Segment Start: MATERIAL FOR THE TASK

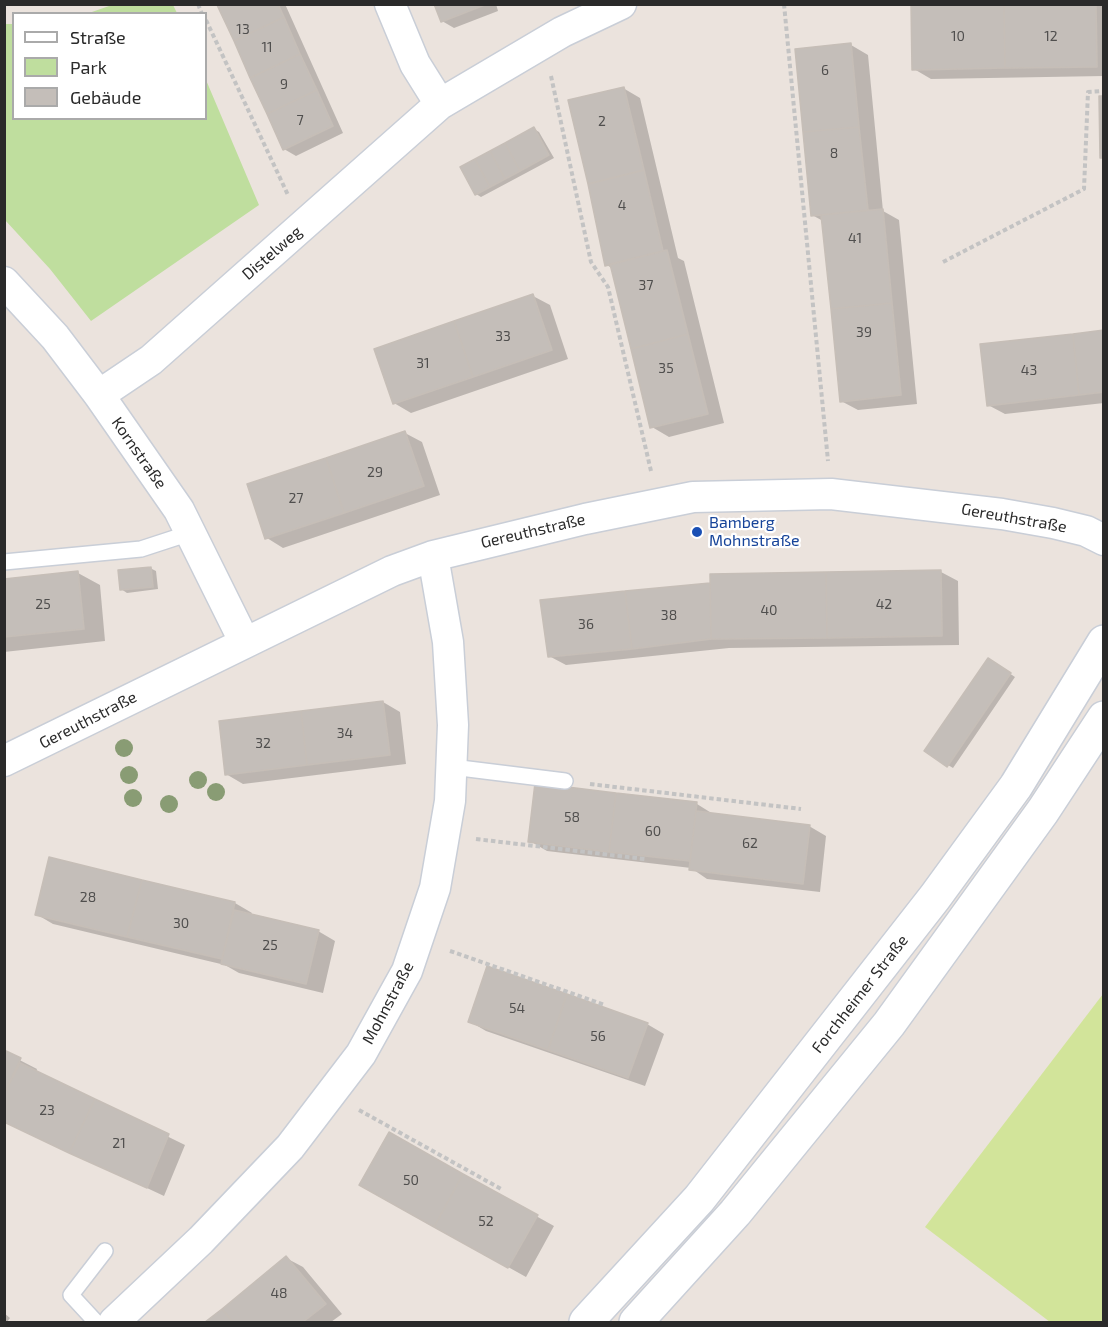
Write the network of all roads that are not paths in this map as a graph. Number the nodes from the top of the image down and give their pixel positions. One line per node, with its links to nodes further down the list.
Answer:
1 (390, 4): 3 (street)
2 (621, 4): 3 (street, Distelweg)
3 (440, 104): 5 (street, Distelweg)
4 (4, 282): 5 (street, Kornstraße)
5 (99, 395): 6 (street, Kornstraße)
6 (190, 533): 9 (lane); 11 (street, Kornstraße)
7 (1104, 540): 8 (street, Gereuthstraße)
8 (433, 556): 11 (street, Gereuthstraße); 14 (street, Mohnstraße)
9 (4, 562)
10 (1104, 642): 19 (street, Forchheimer Straße)
11 (245, 643): 13 (street, Gereuthstraße)
12 (1104, 718): 20 (street)
13 (4, 762)
14 (452, 767): 15 (lane); 18 (street, Mohnstraße)
15 (565, 781)
16 (105, 1251): 17 (lane)
17 (96, 1323)
18 (114, 1323)
19 (586, 1323)
20 (636, 1323)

Segment End: MATERIAL FOR THE TASK

The complete set of records should be written out again, pictures excluded.

* FINAL ANSWER:
Write the network of all roads that are not paths in this map as a graph. Number the nodes from the top of the image down and give their pixel positions. One line per node, with its links to nodes further down the list.
Answer:
1 (390, 4): 3 (street)
2 (621, 4): 3 (street, Distelweg)
3 (440, 104): 5 (street, Distelweg)
4 (4, 282): 5 (street, Kornstraße)
5 (99, 395): 6 (street, Kornstraße)
6 (190, 533): 9 (lane); 11 (street, Kornstraße)
7 (1104, 540): 8 (street, Gereuthstraße)
8 (433, 556): 11 (street, Gereuthstraße); 14 (street, Mohnstraße)
9 (4, 562)
10 (1104, 642): 19 (street, Forchheimer Straße)
11 (245, 643): 13 (street, Gereuthstraße)
12 (1104, 718): 20 (street)
13 (4, 762)
14 (452, 767): 15 (lane); 18 (street, Mohnstraße)
15 (565, 781)
16 (105, 1251): 17 (lane)
17 (96, 1323)
18 (114, 1323)
19 (586, 1323)
20 (636, 1323)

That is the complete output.